Welcome! Thank you for joining me, Sharon K. Schafer, on my journey to one of the most remote, beautiful, and truly wild places left on our planet: The Antarctic. I am an artist and naturalist from Nevada, USA who will be photographing, sketching, and journaling my experiences in Antarctica for two weeks in November 2007.

10 November 2007

Blue Bergs and Emperors' Visit

LAT: 64° 06' South
LON: 56° 54' West
WIND: calm

TIME: 2100

We didn't make it to the rookery today. They did a reconnaissance flight at 0500 this morning and the fog was low on the hills. Just too dangerous and uncertain to start shuttling people to the rookery.

So we instead went on an ice walk. The ship is tightly parked in the pack ice so they dropped down the gangway and we simply went down the stairs to walk on the 3 meter thick sea ice. It is truly an amazing sight to see the Khlebnikov's big, dark hull rise abruptly from the white smooth ice. All of us in our little yellow parkas ran around it and explored. We looked ever so much like exotic yellow ants swarming new territory. The ship was parked stern first into the ice so there was much hanging and playing off stern ropes and chains as though they were part of a giant jungle gym set. Of course we took the required pictures of people straining to push the Icebreaker free.

Then the tenor of the day changed. From the open water, near the other end of the ship two Emperor penguins hauled out of the water and came tobogganing through our group. They were as curious about us as we were about them. If you sat down they often approached. Now and then they would raise themselves upright and walk their slow slouched, lumbering walk, looking for all the world like little monks on a pilgrimage. Well maybe not so little monks cause they were nearly 40 kilograms. Finally with their curiosity apparently satisfied they tobogganed off toward the rookery nearly 27 miles to the south.
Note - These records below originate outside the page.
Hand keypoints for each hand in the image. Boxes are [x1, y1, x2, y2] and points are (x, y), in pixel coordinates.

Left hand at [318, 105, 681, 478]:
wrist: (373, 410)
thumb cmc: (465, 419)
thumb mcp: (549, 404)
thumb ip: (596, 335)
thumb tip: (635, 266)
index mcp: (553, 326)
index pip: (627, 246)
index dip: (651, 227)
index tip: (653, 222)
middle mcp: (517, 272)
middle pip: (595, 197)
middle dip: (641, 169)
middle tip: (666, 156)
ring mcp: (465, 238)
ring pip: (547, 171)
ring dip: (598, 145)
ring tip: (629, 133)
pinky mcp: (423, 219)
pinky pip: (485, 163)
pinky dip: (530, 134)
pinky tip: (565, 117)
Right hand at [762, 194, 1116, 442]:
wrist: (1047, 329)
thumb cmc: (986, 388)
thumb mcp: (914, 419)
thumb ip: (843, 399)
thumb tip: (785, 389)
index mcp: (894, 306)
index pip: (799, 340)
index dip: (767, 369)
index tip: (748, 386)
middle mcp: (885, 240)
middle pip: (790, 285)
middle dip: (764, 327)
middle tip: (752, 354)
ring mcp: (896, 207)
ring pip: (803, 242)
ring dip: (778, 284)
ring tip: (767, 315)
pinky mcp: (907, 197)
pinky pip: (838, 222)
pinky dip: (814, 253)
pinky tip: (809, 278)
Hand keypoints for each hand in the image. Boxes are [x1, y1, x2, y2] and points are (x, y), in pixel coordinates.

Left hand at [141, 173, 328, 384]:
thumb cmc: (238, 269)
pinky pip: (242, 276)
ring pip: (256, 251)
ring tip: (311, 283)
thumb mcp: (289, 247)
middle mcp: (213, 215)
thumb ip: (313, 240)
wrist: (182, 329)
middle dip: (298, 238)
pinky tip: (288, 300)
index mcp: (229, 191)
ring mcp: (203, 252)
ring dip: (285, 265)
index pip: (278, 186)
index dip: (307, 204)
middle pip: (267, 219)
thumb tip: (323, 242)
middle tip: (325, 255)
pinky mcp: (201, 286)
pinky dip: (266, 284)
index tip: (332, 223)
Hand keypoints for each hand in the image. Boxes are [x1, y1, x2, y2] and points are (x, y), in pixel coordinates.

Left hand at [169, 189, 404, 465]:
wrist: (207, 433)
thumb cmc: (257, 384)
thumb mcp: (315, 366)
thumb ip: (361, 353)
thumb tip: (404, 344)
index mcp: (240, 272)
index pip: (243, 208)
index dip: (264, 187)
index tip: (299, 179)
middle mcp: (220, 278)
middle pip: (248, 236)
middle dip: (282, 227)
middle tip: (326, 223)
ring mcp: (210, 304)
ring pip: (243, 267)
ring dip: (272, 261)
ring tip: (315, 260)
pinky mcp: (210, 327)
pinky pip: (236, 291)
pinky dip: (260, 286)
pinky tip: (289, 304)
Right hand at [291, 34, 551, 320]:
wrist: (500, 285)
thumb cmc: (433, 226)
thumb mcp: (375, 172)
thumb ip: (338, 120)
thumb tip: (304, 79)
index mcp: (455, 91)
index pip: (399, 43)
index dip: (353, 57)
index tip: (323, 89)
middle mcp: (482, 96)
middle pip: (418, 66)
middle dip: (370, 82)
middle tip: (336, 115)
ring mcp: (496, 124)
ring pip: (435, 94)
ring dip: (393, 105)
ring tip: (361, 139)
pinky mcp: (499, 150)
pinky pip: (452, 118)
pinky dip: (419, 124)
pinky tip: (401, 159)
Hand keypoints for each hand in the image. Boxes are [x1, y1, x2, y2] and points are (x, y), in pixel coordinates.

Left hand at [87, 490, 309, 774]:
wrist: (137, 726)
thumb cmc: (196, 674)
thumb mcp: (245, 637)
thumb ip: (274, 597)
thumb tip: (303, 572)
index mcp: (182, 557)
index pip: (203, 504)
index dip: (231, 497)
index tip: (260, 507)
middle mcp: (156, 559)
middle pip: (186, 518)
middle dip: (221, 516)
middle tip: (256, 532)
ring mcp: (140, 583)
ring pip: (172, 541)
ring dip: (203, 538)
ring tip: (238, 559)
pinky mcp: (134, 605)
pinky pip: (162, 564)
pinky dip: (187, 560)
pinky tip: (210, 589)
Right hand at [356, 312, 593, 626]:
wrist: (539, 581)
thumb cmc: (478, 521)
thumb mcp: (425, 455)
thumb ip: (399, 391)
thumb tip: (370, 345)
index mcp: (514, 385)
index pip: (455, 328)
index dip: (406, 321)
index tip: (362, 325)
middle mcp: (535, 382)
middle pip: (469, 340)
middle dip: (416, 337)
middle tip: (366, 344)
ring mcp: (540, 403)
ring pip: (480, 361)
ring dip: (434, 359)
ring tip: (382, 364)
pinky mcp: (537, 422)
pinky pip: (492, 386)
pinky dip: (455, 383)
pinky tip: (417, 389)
The male birds grow to weigh 40 kilograms (90lbs) or more, and are the largest of all the penguins. It is the only bird, under normal conditions, that never sets foot on shore and that nests on sea ice. It is the deepest diving bird with a record of nearly 550 meters (about 1,800 feet) and can remain under water for an astonishing 22 minutes. It also is the only bird that has figured out a way to breed in the Antarctic winter.
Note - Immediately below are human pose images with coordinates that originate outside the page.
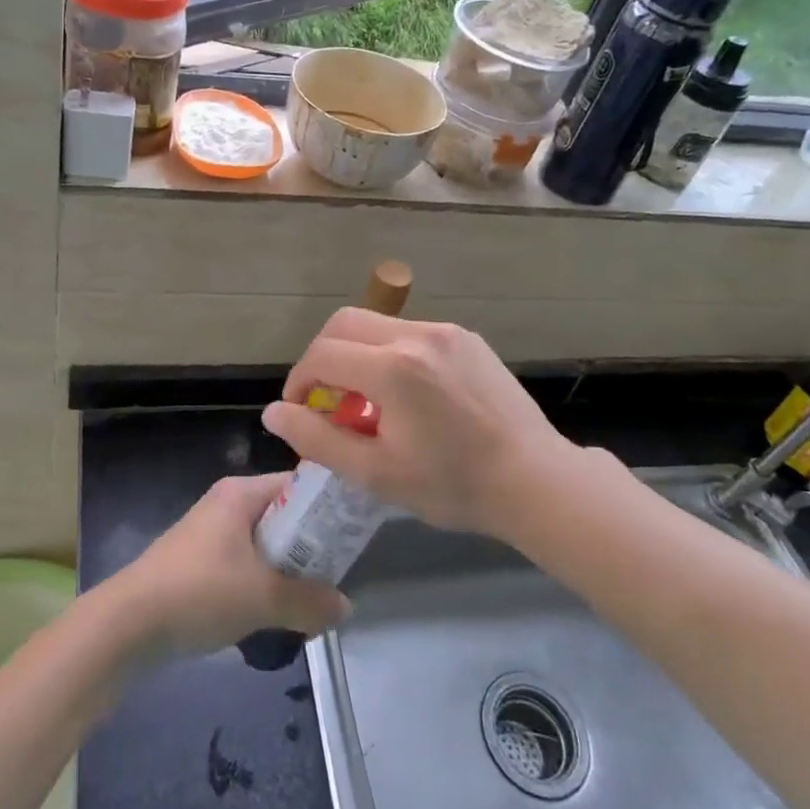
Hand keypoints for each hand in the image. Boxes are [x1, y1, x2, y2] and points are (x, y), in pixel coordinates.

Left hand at [104, 473, 349, 656]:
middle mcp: (226, 504)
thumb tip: (346, 607)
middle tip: (338, 574)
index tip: (355, 534)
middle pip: (283, 515)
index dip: (328, 507)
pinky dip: (263, 583)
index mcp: (240, 493)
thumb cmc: (198, 593)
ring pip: (264, 544)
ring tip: (313, 599)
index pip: (298, 485)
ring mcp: (210, 534)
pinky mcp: (199, 563)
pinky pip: (245, 564)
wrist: (126, 625)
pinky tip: (275, 613)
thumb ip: (309, 601)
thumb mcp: (262, 598)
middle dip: (310, 546)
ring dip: (287, 570)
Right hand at [261, 311, 602, 538]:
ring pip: (377, 324)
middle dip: (322, 356)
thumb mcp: (376, 473)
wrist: (535, 480)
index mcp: (393, 368)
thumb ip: (317, 439)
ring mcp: (446, 332)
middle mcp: (417, 335)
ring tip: (368, 399)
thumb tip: (274, 413)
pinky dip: (390, 352)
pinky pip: (410, 332)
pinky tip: (406, 393)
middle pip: (343, 323)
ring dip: (357, 353)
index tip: (301, 410)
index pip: (321, 355)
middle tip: (326, 397)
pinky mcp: (466, 337)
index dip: (299, 381)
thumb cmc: (452, 485)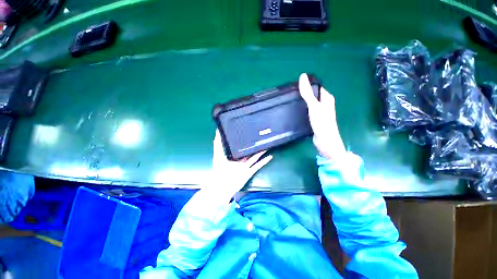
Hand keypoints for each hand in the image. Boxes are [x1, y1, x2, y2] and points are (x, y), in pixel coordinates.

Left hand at [208, 130, 272, 199]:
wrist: (222, 186)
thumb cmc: (219, 170)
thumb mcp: (218, 155)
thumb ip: (218, 144)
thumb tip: (217, 133)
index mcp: (233, 157)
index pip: (240, 148)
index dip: (245, 142)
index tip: (248, 135)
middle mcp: (240, 161)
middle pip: (249, 152)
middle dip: (255, 146)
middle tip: (260, 138)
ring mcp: (246, 166)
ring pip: (255, 157)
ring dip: (261, 152)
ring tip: (267, 145)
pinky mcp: (249, 172)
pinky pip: (258, 166)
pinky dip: (264, 162)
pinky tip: (270, 157)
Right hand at [299, 73, 345, 159]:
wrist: (325, 141)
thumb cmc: (322, 122)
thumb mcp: (313, 106)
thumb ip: (307, 93)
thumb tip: (302, 76)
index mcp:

I was so thrilled to see them. Last year when I left the rookery I assumed that I would never see them in the wild again. I am so very pleased that I was so very wrong. There they were - only 2 meters away from me. And once again I was in Antarctica sitting on the sea ice watching the Emperors. It was wonderful, beautiful, and magic.

We all made our way back to the ship and a nice hot lunch. Not terribly cold but it was still about -17C which is about 1.4F. The walk was invigorating and it gave us all a chance to check out our gear before we spent 8 hours at the rookery tomorrow.

In the afternoon, the captain moved the ship closer to some icebergs stuck in the sea ice and this time he parked the ship bow into the ice. The gangway went down and we hiked across sea ice to the icebergs and explored the area. The icebergs were vivid turquoise blue. The icebergs are remnants of glaciers that have slide their way down the polar slopes to reach the frigid Southern Ocean where they then break off and float away. The old the ice in the glacier has been compressed over tens of thousands of years until all the air has been squeezed out of it. The air bubbles are what makes ice white and without the air the frozen water is an unbelievable vivid, stunning, turquoise blue.

Some of these icebergs become trapped as the sea ice forms around them. The bergs become vivid blue cliffs of ice surrounded by newly formed white sea ice. Breathtaking. Any new snow that falls appears as a soft dusting of pure white catching on the ridges and ledges of the berg. A planet of ice. A world that is different from any other on earth.

Several of us took our time wandering about and photographing the fantastic shapes. We were richly rewarded for our patience. We saw six Emperors quickly approaching us. I flopped on my stomach in the snow and everyone followed suit. We were so non-threatening and they were so curious. They paused inspected us for 10 fifteen minutes before they went on their
way. Tobogganed up to me stopping about 1 meter away. It was a truly remarkable experience. For a brief moment our two worlds were one. We met peacefully and calmly and then each slipped back into the world from which they came. The yellow-jacketed people to the warmth of an icebreaker and the emperors to the world that has been theirs for thousands and thousands of years - the place we call the Antarctic.